Meet Mr. Madden, Mr. Julian and Their Oscillation

This year’s Climate and Society class is out in the field (or lab or office) completing a summer internship or thesis. They’ll be documenting their experiences one blog post at a time. Read on to see what they’re up to.

Yiting (Will) Chen, C+S ’17

Super Typhoon Noru turned into a Category 5 storm in late July, the strongest so far in 2017 in the northern hemisphere. Noru’s approach to central Japan prompted evacuation advisories for tens of thousands of people, and more than 400 flights were canceled. In the past few days, tropical cyclone activity increased markedly as tropical storms Kulap and Sonca also formed near East Asia, pounding Southeast Asia with more than a month’s worth of rain. The related flooding has caused more than $3 million and killed 23 across Thailand.

Better forecasts have the potential to save lives. These storms and cyclones didn’t come out of nowhere. They emerged in part because of an atmospheric pattern, the Madden-Julian Oscillation (MJO), which was discovered by Roland Madden and Paul Julian in the early 1970s. The MJO is about more than typhoons in the Pacific. It can also modulate the timing and strength of monsoons in India, influence tropical cyclone numbers and strength in nearly all ocean basins, and drive cold air outbreaks, heat waves and flooding rains over North America. Despite all these impacts, the average person has probably never heard of the MJO. I am working on a project this summer to change that, which could help the general public better understand the climate pattern.

Unlike the more well-known El Niño-Southern Oscillation which forms and stays in the Pacific region, the MJO is a travelling pattern that propagates eastward from the Indian Ocean to the Central Pacific. The pattern typically recurs every 30-60 days. Imagine the MJO as a person riding a bike on a stage. He/she enters the stage on the left and slowly exits to the right. The changing location of the rider is associated with the changes of rainfall and winds that are linked to the MJO. This bike rider may cross the stage from left to right several times during the show.

The MJO consists of two phases: a convective phase with enhanced rainfall and a suppressed rainfall phase. Usually the two phases separate the globe in half.

During the enhanced convective phases of the MJO, heavy precipitation can become the most devastating weather phenomena, as it is frequently accompanied by hazardous events such as lightning, hail, heavy snow, and strong surface winds. The MJO was active in the 2004–05 winter over most of the Western and Midwestern U.S. A large region received up to 400 percent more precipitation than average and four major storms hit the country with heavy precipitation and snow. The impact of the storms was widespread, causing tens of millions of dollars in damage and killing more than 20.

When it comes to the suppressed convective phase of the MJO, the impacts are quite the opposite. Due to the coupled effects of El Niño and the MJO, the drought of 2012 in Northeast Brazil became one of the worst in the past 40 years, and caused the loss of more than 80% of bean and corn crops, according to the National Food Supply Agency. A total of 880,000 farmers received federal assistance from social support programs after accumulating huge debts. Other problems included migration, disease, and malnutrition. The aftermaths of the disaster still haunting the region, hampering local economic and social developments.

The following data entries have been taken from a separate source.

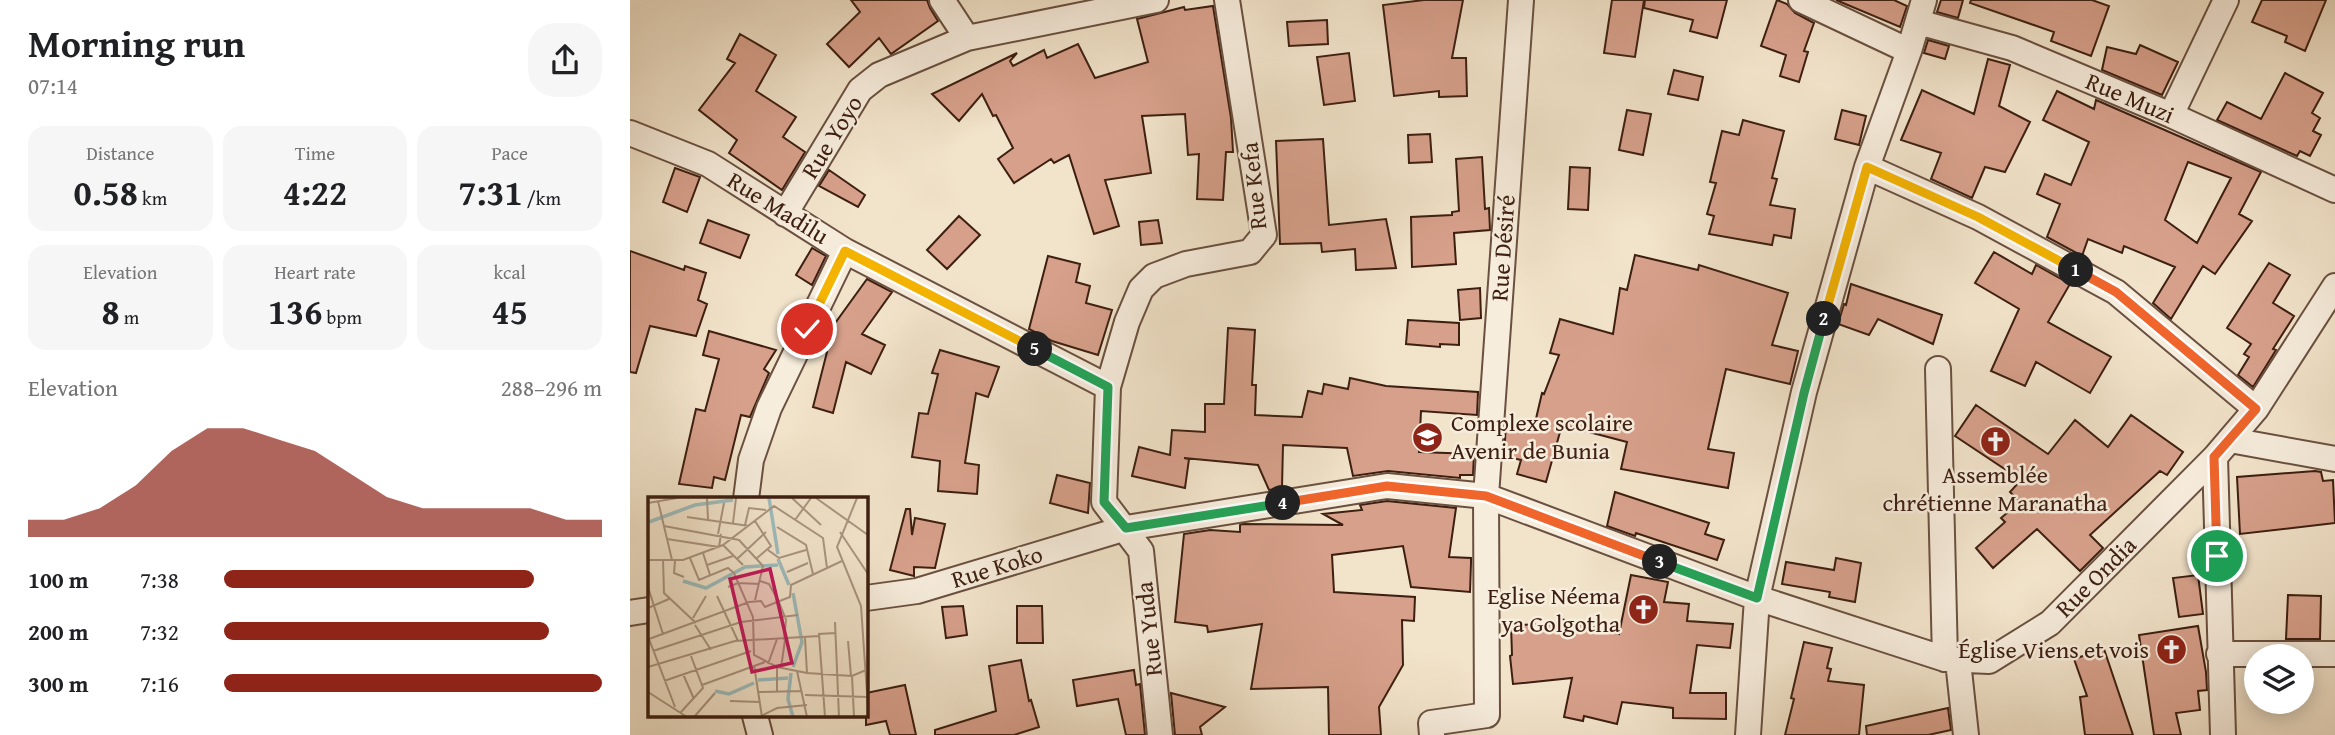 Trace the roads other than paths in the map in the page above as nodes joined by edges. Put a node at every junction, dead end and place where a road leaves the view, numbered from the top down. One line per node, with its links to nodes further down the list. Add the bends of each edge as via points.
1 (942, 0): 8 (street)
2 (1156, 0): 8 (street, Rue Yoyo)
3 (1227, 0): 18 (street, Rue Kefa, via 1264,235 1250,252 1154,275 1141,289 1127,322)
4 (1521, 0): 22 (street, Rue Désiré)
5 (1801, 0): 9 (street)
6 (2225, 0): 10 (street)
7 (1922, 11): 9 (street); 10 (street, Rue Muzi)
8 (967, 38): 14 (street, Rue Yoyo, via 878,75 860,90)
9 (1909, 51): 12 (street)
10 (2171, 115): 13 (street, Rue Muzi)
11 (630, 133): 14 (street, Rue Madilu, via 708,164)
12 (1867, 167): 19 (street, via 1978,217 2116,292); 26 (street, via 1804,393)
13 (2335, 190)
14 (785, 214): 15 (street, Rue Madilu)
15 (845, 251): 18 (street, Rue Madilu); 23 (street, via 769,408 751,460)
16 (2335, 286): 19 (street, Rue Ondia)
17 (1938, 369): 31 (street)
18 (1108, 387): 24 (street, Rue Kefa, via 1104,502)
19 (2256, 409): 20 (street, Rue Ondia)
20 (2222, 449): 21 (street); 29 (street); 31 (street, Rue Ondia, via 2050,623 1989,661)
21 (2335, 459)
22 (1486, 496): 24 (street, Rue Koko, via 1387,486); 26 (street, Rue Ondia); 35 (street, Rue Désiré, via 1487,715 1431,723)
23 (746, 497)
24 (1126, 528): 25 (street, Rue Koko, via 917,591); 34 (street, Rue Yuda, via 1141,551)
25 (868, 598)
26 (1757, 598): 31 (street, Rue Ondia); 36 (street)
27 (648, 610): 28 (street)
28 (630, 613)
29 (2219, 654): 30 (street); 38 (street)
30 (2335, 654)
31 (1952, 660): 37 (street)
32 (756, 718): 33 (street)
33 (760, 735)
34 (1160, 735)
35 (1433, 735)
36 (1748, 735)
37 (1966, 735)
38 (2223, 735) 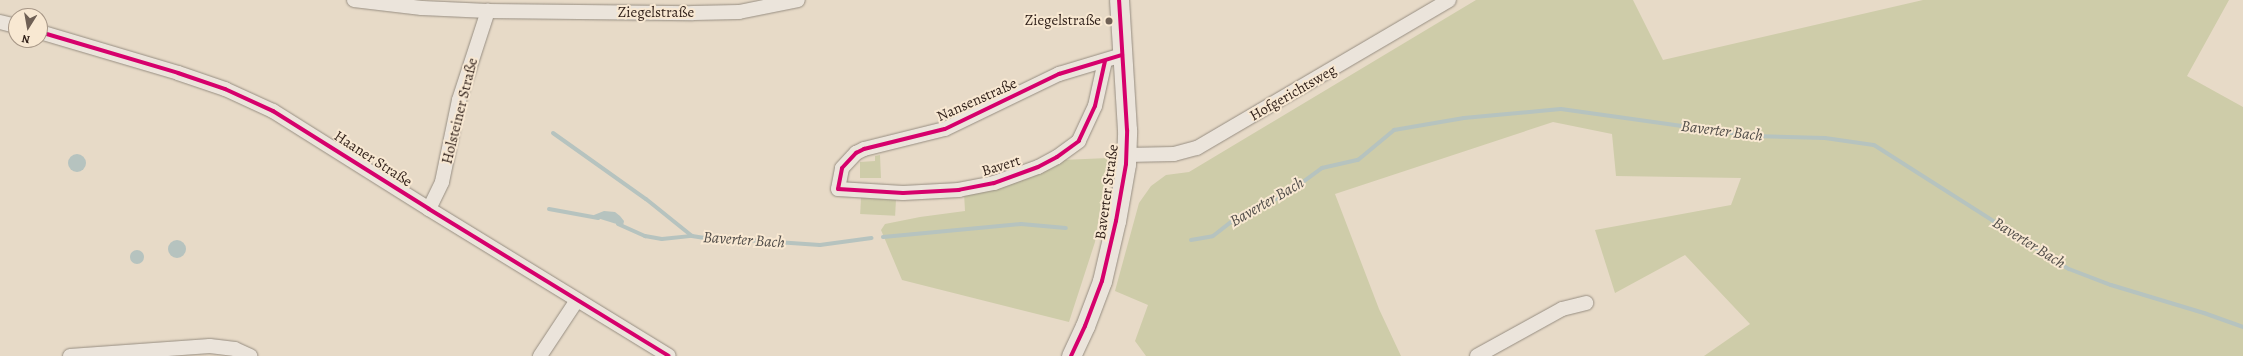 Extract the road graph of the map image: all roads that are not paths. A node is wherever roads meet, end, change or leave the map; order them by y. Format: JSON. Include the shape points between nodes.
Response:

The complexity of analyzing MJO phases and its variability make it rather difficult for people with no prior knowledge in climate and atmospheric science to understand its movements and effects. This is why I started my internship at the International Research Institute for Climate and Society (IRI). My supervisor and I decided to produce a maproom — a digital climate resource on IRI’s website — that will help people understand and even utilize the knowledge of the impacts and prediction to better prepare for disasters and even improve local forecasts. The maproom will present the viewers with brief introductions of the MJO and its phases and impacts. More importantly, it will display anomaly values of forecast temperature (figure 1), precipitation and sea level pressure to help the average person understand the actual impacts of the MJO. The final product will be posted on the IRI website as a free and open-source tool for anyone that would like to learn about the climate pattern.

An example of the components of the maproom showing ensemble-mean weekly averages for temperature 2-meter above the ground based on the ECMWF model for the period between Jan 2016 and Jul 2017 (Source: Will Yiting Chen)

When I told my friends about my work at IRI, some of them were quite suspicious, questioning me how much of an impact this project can make to the general public.

“Even if this maproom is designed specifically to help ordinary people understand the impacts of MJO, simply knowing the changes in rainfall and temperature would not make much of a difference to them,” one said to me.

In a sense, that is true. A few graphs and numbers could mean very little, even when explained thoroughly. But what matters the most is not about how much in-depth knowledge people can learn from our maproom, but about providing them with the opportunity to come in contact with such information in an accessible manner.

It is crucial for the general public to understand that climate science is not a distant and mysterious subject, but something that directly impacts their lives. I am grateful for the opportunity at IRI, not because it fulfills my internship requirement, but because I am able to engage in a job that can actually help promote climate awareness and interests and hopefully make a difference.